What to do: Copy out each line of the listing below where the string "hand" appears.

╔══

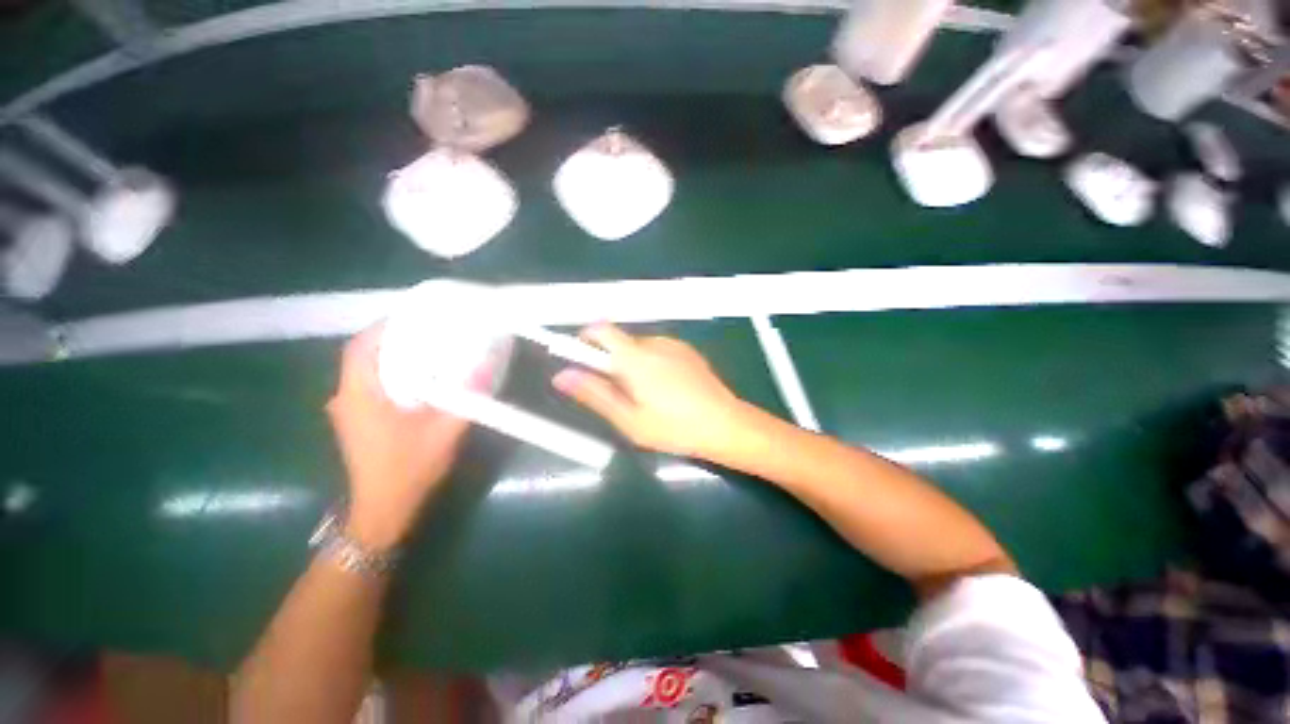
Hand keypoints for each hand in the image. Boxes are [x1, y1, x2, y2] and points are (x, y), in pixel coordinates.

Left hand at [326, 326, 470, 551]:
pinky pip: (372, 385)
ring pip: (367, 371)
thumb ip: (465, 398)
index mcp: (359, 395)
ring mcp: (349, 411)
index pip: (362, 347)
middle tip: (429, 328)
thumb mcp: (444, 432)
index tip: (415, 313)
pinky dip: (392, 373)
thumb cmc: (408, 470)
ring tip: (428, 346)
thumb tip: (484, 366)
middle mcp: (346, 398)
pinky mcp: (358, 421)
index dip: (384, 325)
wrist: (383, 511)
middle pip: (364, 355)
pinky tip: (419, 377)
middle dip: (393, 337)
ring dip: (392, 355)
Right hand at [552, 324, 745, 458]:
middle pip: (619, 340)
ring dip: (631, 363)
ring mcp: (674, 345)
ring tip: (644, 395)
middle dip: (610, 360)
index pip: (600, 329)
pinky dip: (650, 363)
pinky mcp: (688, 351)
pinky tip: (665, 389)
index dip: (585, 339)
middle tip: (617, 393)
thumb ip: (595, 394)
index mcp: (634, 357)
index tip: (581, 361)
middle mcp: (653, 342)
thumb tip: (562, 375)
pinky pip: (658, 350)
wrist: (725, 425)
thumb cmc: (673, 427)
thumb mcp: (628, 419)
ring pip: (639, 347)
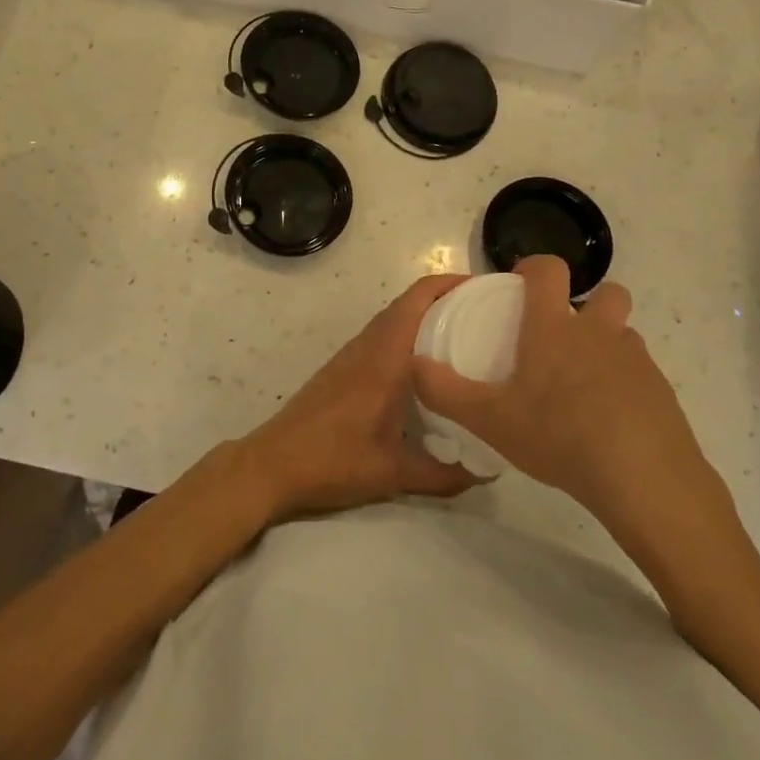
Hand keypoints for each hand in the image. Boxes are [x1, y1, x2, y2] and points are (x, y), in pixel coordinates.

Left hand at [239, 274, 482, 521]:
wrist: (273, 464)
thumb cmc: (334, 461)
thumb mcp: (394, 474)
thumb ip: (444, 475)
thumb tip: (486, 473)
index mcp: (385, 359)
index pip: (416, 302)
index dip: (447, 284)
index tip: (482, 288)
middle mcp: (368, 347)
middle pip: (406, 304)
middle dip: (443, 298)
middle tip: (482, 312)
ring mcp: (350, 355)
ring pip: (391, 320)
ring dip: (422, 316)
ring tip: (461, 334)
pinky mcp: (340, 368)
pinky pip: (379, 337)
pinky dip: (404, 335)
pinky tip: (422, 366)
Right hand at [412, 257, 738, 572]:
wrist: (644, 479)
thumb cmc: (559, 436)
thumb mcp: (490, 420)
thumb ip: (445, 391)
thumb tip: (415, 365)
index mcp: (554, 328)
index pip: (549, 270)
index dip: (535, 268)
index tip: (521, 285)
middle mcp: (598, 332)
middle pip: (607, 293)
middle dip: (589, 304)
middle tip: (563, 337)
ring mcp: (636, 361)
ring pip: (624, 335)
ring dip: (607, 345)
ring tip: (583, 385)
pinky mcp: (662, 392)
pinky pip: (641, 374)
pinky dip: (625, 385)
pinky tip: (609, 421)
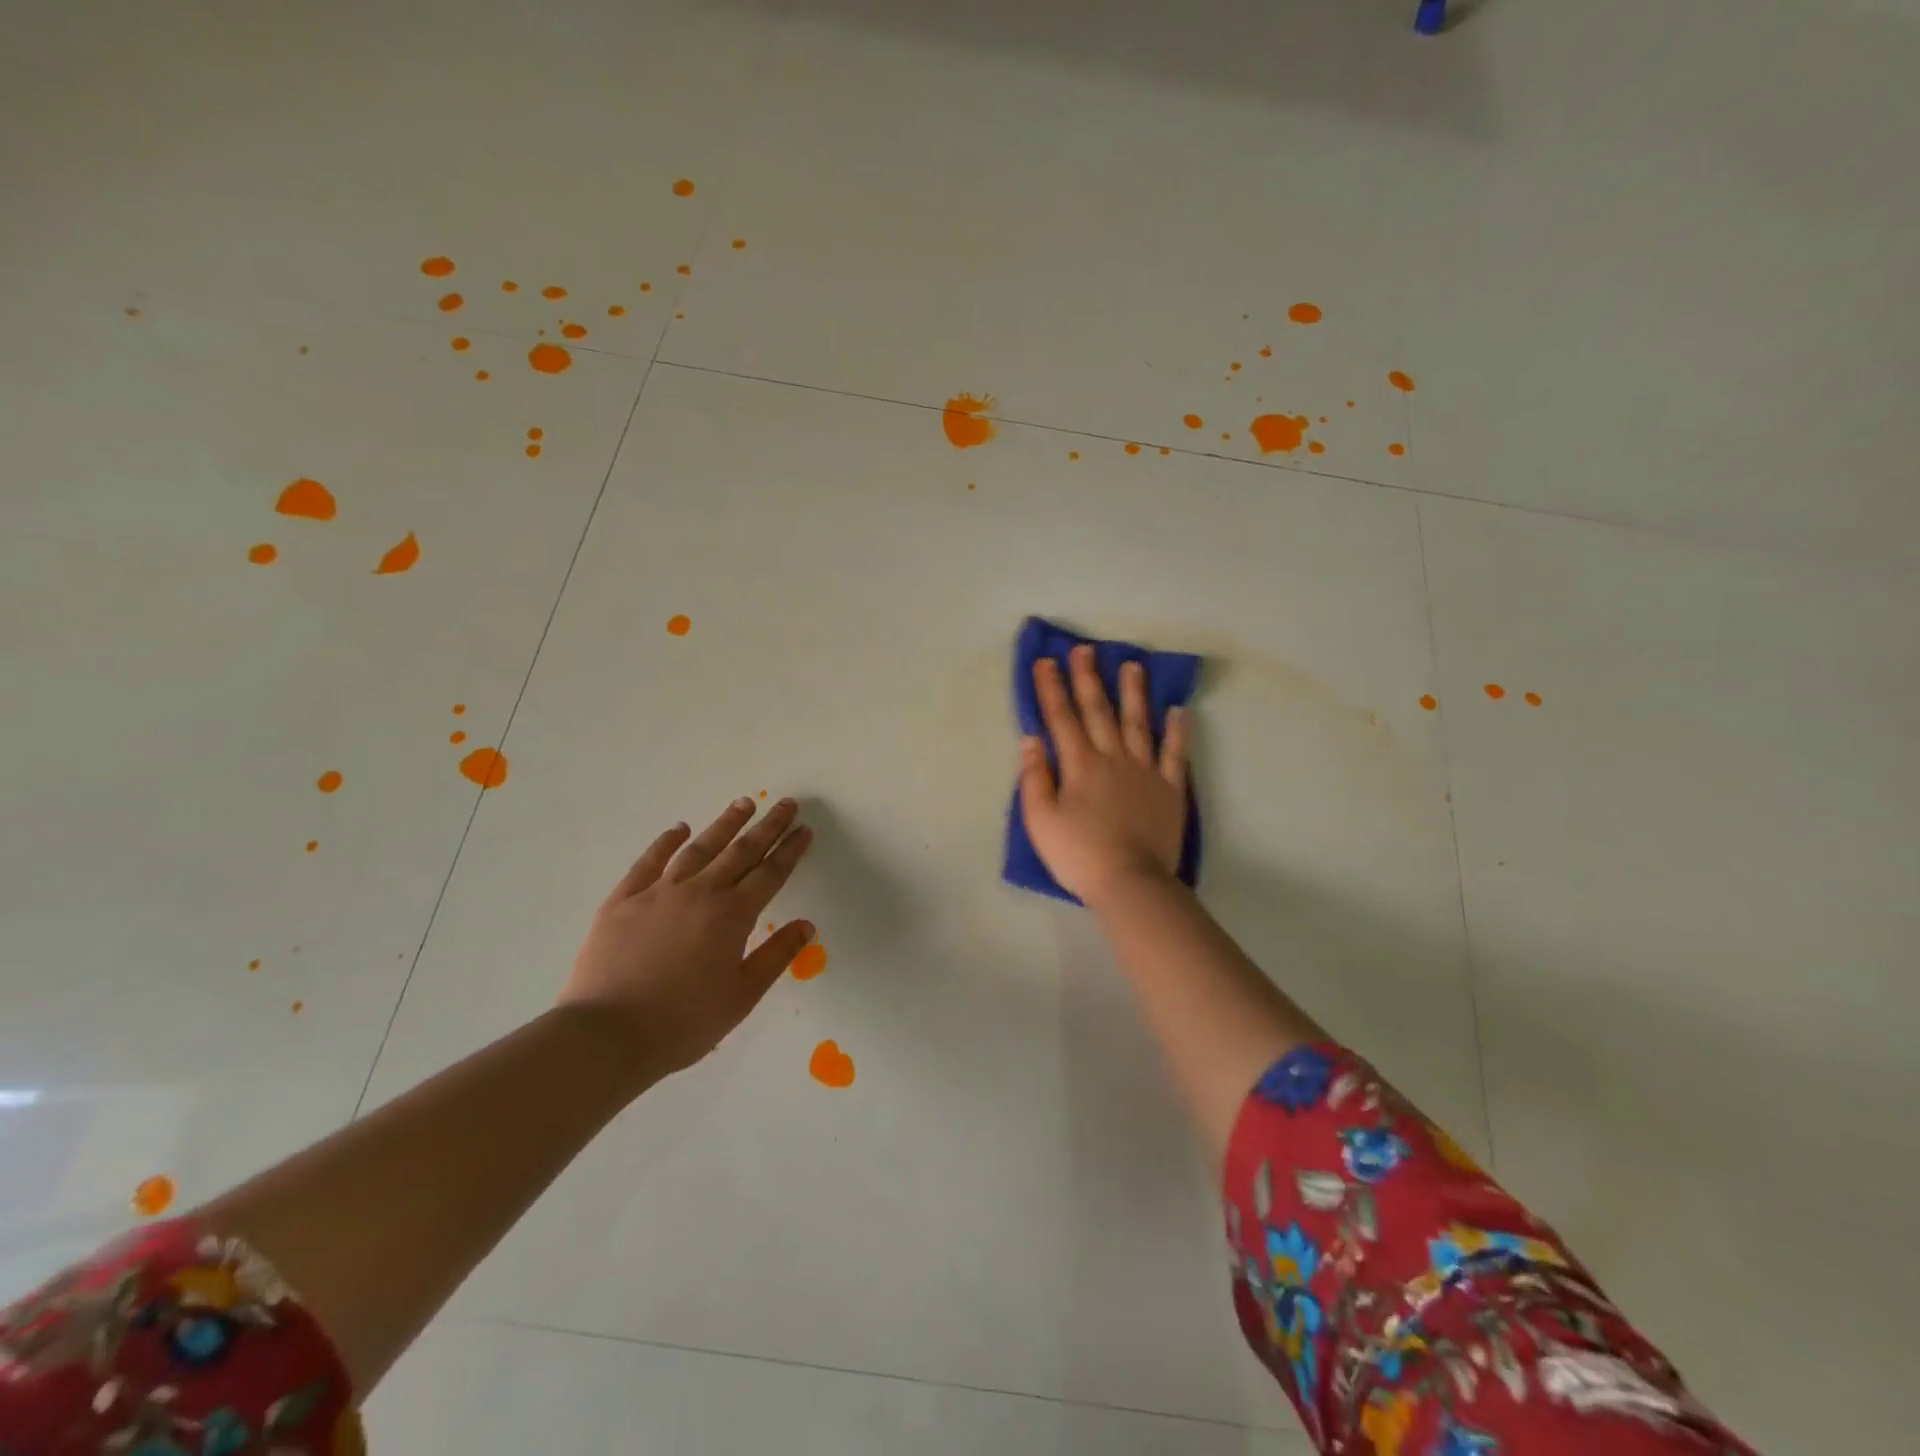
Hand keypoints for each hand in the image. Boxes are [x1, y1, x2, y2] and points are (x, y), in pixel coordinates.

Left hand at [559, 796, 815, 1076]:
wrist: (606, 1036)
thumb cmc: (683, 1022)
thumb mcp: (741, 997)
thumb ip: (776, 956)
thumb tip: (806, 925)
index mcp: (732, 916)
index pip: (770, 874)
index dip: (789, 850)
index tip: (804, 829)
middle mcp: (700, 893)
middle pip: (740, 851)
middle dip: (767, 827)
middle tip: (785, 804)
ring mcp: (658, 892)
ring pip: (699, 848)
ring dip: (724, 824)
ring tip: (743, 804)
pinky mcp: (623, 900)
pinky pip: (649, 861)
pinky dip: (666, 842)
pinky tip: (679, 829)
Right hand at [1019, 645, 1190, 905]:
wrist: (1130, 881)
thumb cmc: (1079, 854)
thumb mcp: (1040, 820)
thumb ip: (1034, 777)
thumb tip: (1032, 739)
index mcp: (1079, 765)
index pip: (1061, 718)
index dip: (1052, 689)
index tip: (1046, 662)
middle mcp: (1113, 758)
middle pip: (1099, 711)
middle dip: (1088, 679)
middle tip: (1085, 649)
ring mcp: (1145, 771)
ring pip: (1138, 723)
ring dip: (1133, 693)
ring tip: (1133, 665)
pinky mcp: (1170, 789)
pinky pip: (1175, 753)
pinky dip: (1178, 731)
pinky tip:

╚══

Result:
Hand keypoints for each hand in the image. Boxes are [x1, y1, x2, y2] and points are (x, y), in pixel coordinates.
Left hand at [326, 326, 470, 551]:
Right hand at [552, 324, 745, 458]:
Hand keypoints for each hand in the image. Boxes are [x1, y1, x2, y2] and points are (x, y), in pixel coordinates.
Left hand at [239, 274, 482, 521]:
Right hand at [412, 257, 738, 572]:
Hand keypoints for each hand in the image. Boxes are [x1, y1, x2, y2] and points are (x, y), in pixel coordinates.
Left hand at [559, 796, 815, 1076]:
Right hand at [1019, 645, 1190, 905]:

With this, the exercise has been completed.